Actor and secret steamer fan reveals why voicing Bobo is a labour of love
Actor John Sessions says voicing Captain Bobo took him back to his childhood.
Born in Largs, the actor, who has starred in a number of major productions on TV and the big screen, was a frequent traveller on the paddle steamers of the Clyde and has retained his passion for them.
“This series presses all my buttons, it’s very sweet,” John said. “I can remember the last stages of the old Clyde, when there were still quite a lot of steamers. This would be the late ’50s and early ’60s.
“We lived in England but came home every year to stay with my granny, aunt and uncle. It was a magical time and I get awfully nostalgic for those days.
“I was crazy about the steamers. I was like a kid whose dog had to be put down when I heard of one of them was going to the breakers – it broke my heart, I knew them all.”
John, 67, says he landed the part after being recommended by Bill Paterson.
“Bill is a good friend of mine of many years and he generously said the man you want is John Sessions, who’s an old steamer nut.”

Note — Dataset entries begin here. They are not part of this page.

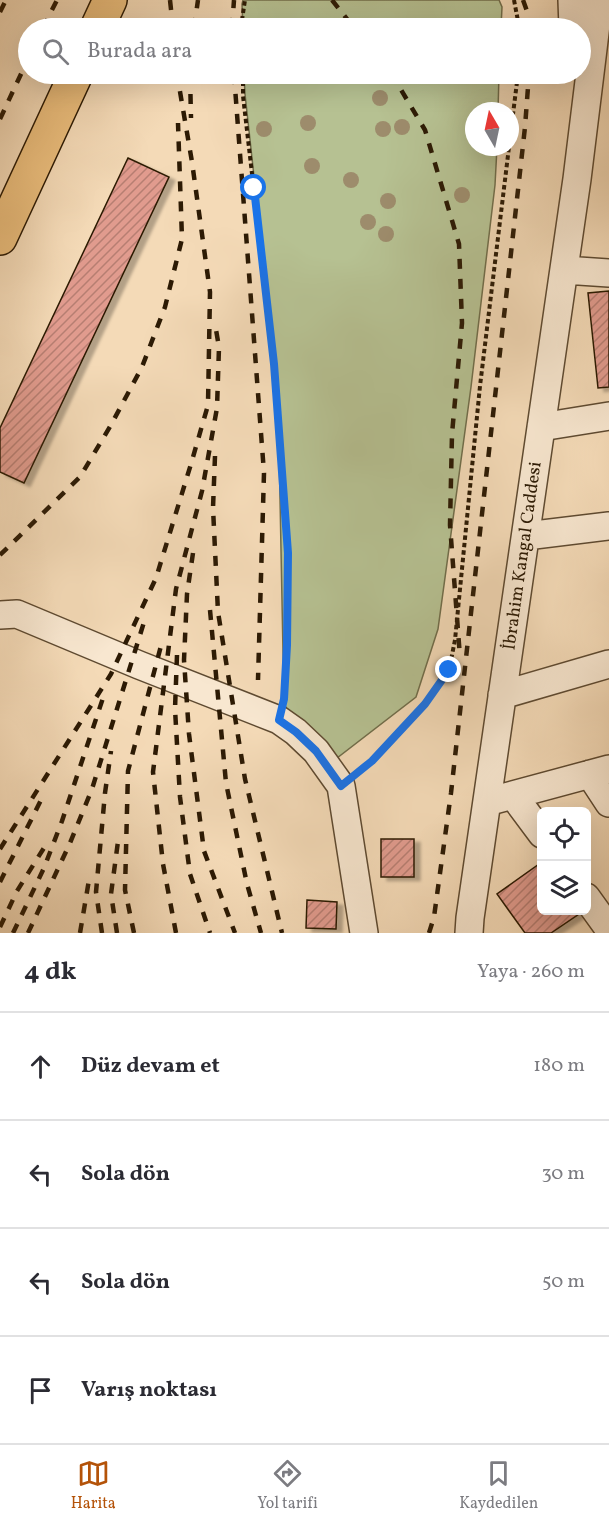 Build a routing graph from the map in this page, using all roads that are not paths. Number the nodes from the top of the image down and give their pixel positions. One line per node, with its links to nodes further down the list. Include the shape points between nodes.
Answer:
1 (88, 0): 5 (main road)
2 (110, 0): 6 (main road)
3 (572, 0): 7 (street)
4 (598, 0): 8 (street, İbrahim Kangal Caddesi)
5 (80, 18)
6 (102, 18)
7 (573, 18)
8 (591, 60)
9 (50, 84): 14 (main road)
10 (71, 84): 15 (main road)
11 (574, 84): 13 (street, İbrahim Kangal Caddesi)
12 (588, 84): 13 (street, İbrahim Kangal Caddesi)
13 (577, 179): 16 (street, İbrahim Kangal Caddesi)
14 (0, 195)
15 (0, 238)
16 (564, 270): 17 (street); 19 (street, İbrahim Kangal Caddesi)
17 (609, 273)
18 (609, 416): 19 (street)
19 (542, 427): 21 (street, İbrahim Kangal Caddesi)
20 (609, 526): 21 (street)
21 (525, 536): 24 (street, İbrahim Kangal Caddesi)
22 (0, 615): 32 (street, via 17,614 279,720 296,732 316,751 341,786)
23 (609, 664): 24 (street)
24 (502, 695): 27 (street, İbrahim Kangal Caddesi)
25 (599, 771): 26 (street); 28 (street)
26 (513, 795): 27 (street); 29 (street)
27 (487, 802): 33 (street, İbrahim Kangal Caddesi)
28 (609, 803)
29 (537, 827)
30 (591, 904): 31 (street)
31 (609, 929)
32 (364, 933)
33 (469, 933)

Kay Hutchison, Captain Bobo co-creator, said: “I’ve had a chance to listen to some of the first episodes and John’s added such sparkle. He has such an affinity with this part of the world and that’s why we wanted him to do it, because he loved the ships and knew some of the characters who would be on board.”
John recorded the radio series during lockdown and is now back filming after restrictions eased.
“I’m doing a film with Kenneth Branagh, an old friend from my Royal Academy days, at the moment. He’s written a new picture and Dame Judi Dench is also involved,” he continued.“I’ve done another audio book and also worked on a documentary with Lenny Henry.”
John was most recently seen in ITV’s Victoria, as politician Lord John Russell.
“I’ve done a few politicians – Geoffrey Howe, Edward Heath, Harold Wilson, Joe McCarthy, I even played Adolf Eichmann in a radio series. I don’t know why I’m asked to play so many politicians. Maybe I’m slippery and unreliable – I hope not,” he said with a laugh.
The Adventures Of Captain Bobo launches September 24 on Fun Kids and then on regional radio.